New Article: Decolonize PDX Focuses on Prison System
|March 22, 2012||Posted by admin under Journalism||
This spring in North and Northeast Portland, a handful of new activist movements against racism, homelessness and foreclosure have been joined by Decolonize PDX — which is placing the prison industrial complex front and center.
The group — all activists of color — have been mobilizing through the winter to highlight the connections between the prison system, racism oppression, and colonialism — in which a conquering force takes land and freedoms away from an oppressed people.
“It is doing exactly what it was intended to do,” says Walidah Imarisha. “Prison is a direct descendent of slavery. There is a loophole in the 13th Amendment. Slavery is prohibited, except as punishment. With the increase in people of color there is an increase of people looked at as bodies.”
According to Bureau of Justice Statistics (BJS), Blacks and non-white Hispanics made up over 60 percent of the prison population in 2010. Whites, whose data included Hispanics, made up over 32 percent. In comparison, Blacks and Hispanics accounted for a total of 28.9 percent of the general US population while non-Hispanic whites were 63.7 percent, according to the US Census Bureau.
Incarceration legally strips prisoners of rights such as voting, living in public housing and receiving welfare as long as they are in state or federal custody. It also allows employers to discriminate against them when hiring. According to BJS, there were 7.1 million people in the US correctional population in 2010.
“The system is set up so people go back,” says Imarisha. “People who don’t have folks incarcerated don’t know how it works.”
Imarisha and Eliana Machuca have both had incarcerated family members.
They have differing accounts of exactly how Decolonize PDX came together but both say it was a response to the lack of specific action targeting prisons in the Occupy movement.
It is one of many decolonization movements throughout the US but is unique because it’s the only one that is autonomous from Occupy.
“Frankly, Occupy was very white,” says Machuca. “We saw that there were other radical people of color trying to start things around decolonization and joined together.”
According to Machuca, Decolonize PDX currently has a mailing list of 50 and a core group of 15-20 active members.
The group has released online statements and participated in public actions to raise awareness.

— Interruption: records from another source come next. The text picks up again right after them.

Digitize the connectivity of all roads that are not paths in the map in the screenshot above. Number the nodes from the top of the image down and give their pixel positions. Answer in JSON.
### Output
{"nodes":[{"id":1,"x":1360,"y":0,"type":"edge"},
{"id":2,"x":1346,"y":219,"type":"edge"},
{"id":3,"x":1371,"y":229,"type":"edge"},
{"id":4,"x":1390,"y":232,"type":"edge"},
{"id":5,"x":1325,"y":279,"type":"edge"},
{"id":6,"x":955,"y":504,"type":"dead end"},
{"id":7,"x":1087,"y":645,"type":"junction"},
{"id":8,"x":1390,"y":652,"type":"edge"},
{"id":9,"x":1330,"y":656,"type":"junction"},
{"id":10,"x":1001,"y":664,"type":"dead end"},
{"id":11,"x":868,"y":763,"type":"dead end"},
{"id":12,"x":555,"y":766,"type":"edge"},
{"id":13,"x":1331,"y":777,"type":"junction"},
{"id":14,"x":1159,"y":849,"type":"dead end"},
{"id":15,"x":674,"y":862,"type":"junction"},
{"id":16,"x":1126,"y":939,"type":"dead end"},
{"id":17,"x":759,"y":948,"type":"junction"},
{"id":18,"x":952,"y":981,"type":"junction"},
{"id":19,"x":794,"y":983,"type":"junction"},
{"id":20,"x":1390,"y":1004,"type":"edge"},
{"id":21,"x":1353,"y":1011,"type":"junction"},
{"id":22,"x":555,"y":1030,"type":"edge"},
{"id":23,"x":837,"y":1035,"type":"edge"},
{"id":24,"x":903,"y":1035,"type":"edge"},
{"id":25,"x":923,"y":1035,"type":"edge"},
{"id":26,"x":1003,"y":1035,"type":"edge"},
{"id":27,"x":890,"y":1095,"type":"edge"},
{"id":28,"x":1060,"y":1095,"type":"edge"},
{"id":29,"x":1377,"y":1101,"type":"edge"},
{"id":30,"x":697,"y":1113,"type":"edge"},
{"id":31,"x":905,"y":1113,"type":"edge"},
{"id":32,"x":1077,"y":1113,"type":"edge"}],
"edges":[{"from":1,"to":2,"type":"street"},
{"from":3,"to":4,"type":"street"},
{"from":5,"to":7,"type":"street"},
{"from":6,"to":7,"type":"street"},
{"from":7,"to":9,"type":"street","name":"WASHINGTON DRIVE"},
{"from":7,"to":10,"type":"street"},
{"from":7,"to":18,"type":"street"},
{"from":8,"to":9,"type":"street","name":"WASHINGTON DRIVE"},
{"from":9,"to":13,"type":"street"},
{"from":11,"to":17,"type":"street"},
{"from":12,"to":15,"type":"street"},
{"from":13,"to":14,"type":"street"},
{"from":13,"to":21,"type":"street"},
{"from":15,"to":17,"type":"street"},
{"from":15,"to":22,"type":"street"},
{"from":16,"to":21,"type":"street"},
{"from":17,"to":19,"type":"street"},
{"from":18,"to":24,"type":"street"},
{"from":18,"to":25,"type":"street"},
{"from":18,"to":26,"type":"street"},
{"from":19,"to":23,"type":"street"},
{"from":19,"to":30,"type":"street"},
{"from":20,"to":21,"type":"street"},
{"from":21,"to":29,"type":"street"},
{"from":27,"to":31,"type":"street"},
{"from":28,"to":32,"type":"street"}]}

On Dec. 31, members of Decolonize PDX rode the MAX with an empty picture frame with the caption, “Should the cops have the right to murder me?” They had riders pose with their faces in the frame and used the visual to discuss police brutality, specifically the shootings of Oscar Grant, Jackie Collins and Aaron Campbell.
On Feb. 20, the group partnered with Portland Community College’s (PCC) Black Student Union to screen “Three Thousand Years and Life.” The film examines how prisoners ran Walpole State Prison with no violence and how the return of guards brought back negative prison conditions.
“It shows that there are alternatives to the genocidal prison system,” says Imarisha.
She says there has been a positive response to Decolonize PDX’s actions, with people acknowledging that the current system doesn’t make them feel safer. According to BJS, only 7.9 percent of sentenced prisoners in federal prisons were serving for violent crimes in 2009.
The group sees the push to criminalize more activities as a means to fuel an increasingly privatized and corporate supported prison system.
They note that private prisons are only accountable to shareholders and many corporations have access to cheap prison labor.
“When you used to call TWA, you were talking to prisoners,” says Imarisha. “Companies like Victoria’s Secret, Levi’s and IBM use prison labor and the list goes on.”
In late February, Decolonize PDX participated in a larger action to raise awareness of the American Legislative Exchange Council (ALEC), which is a group that partners with corporations to draft legislation on issues including law enforcement.
Leah Yacoub Halperin notes that Corrections Corporation of America (CCA) played a major part in drafting Arizona’s immigration law, SB 1070, which calls for police to check people’s immigration status based on suspicion. It also allows the police to detain undocumented immigrants despite the fact that undocumented immigration is only a misdemeanor, according to federal law.
“They have memos that specifically target immigration detention centers as a source of profit,” says Halperin. “It’s so ingrained in our society to not look at the humanity of people.”
Imarisha says that the legacy of colonization and genocide plays a major part in dehumanizing targets of the prison system.
“You can’t take everything someone has without dehumanizing him,” she says. “It’s a lot harder to throw people away if you know they’re human and need support.”
This article originally appears in The Skanner.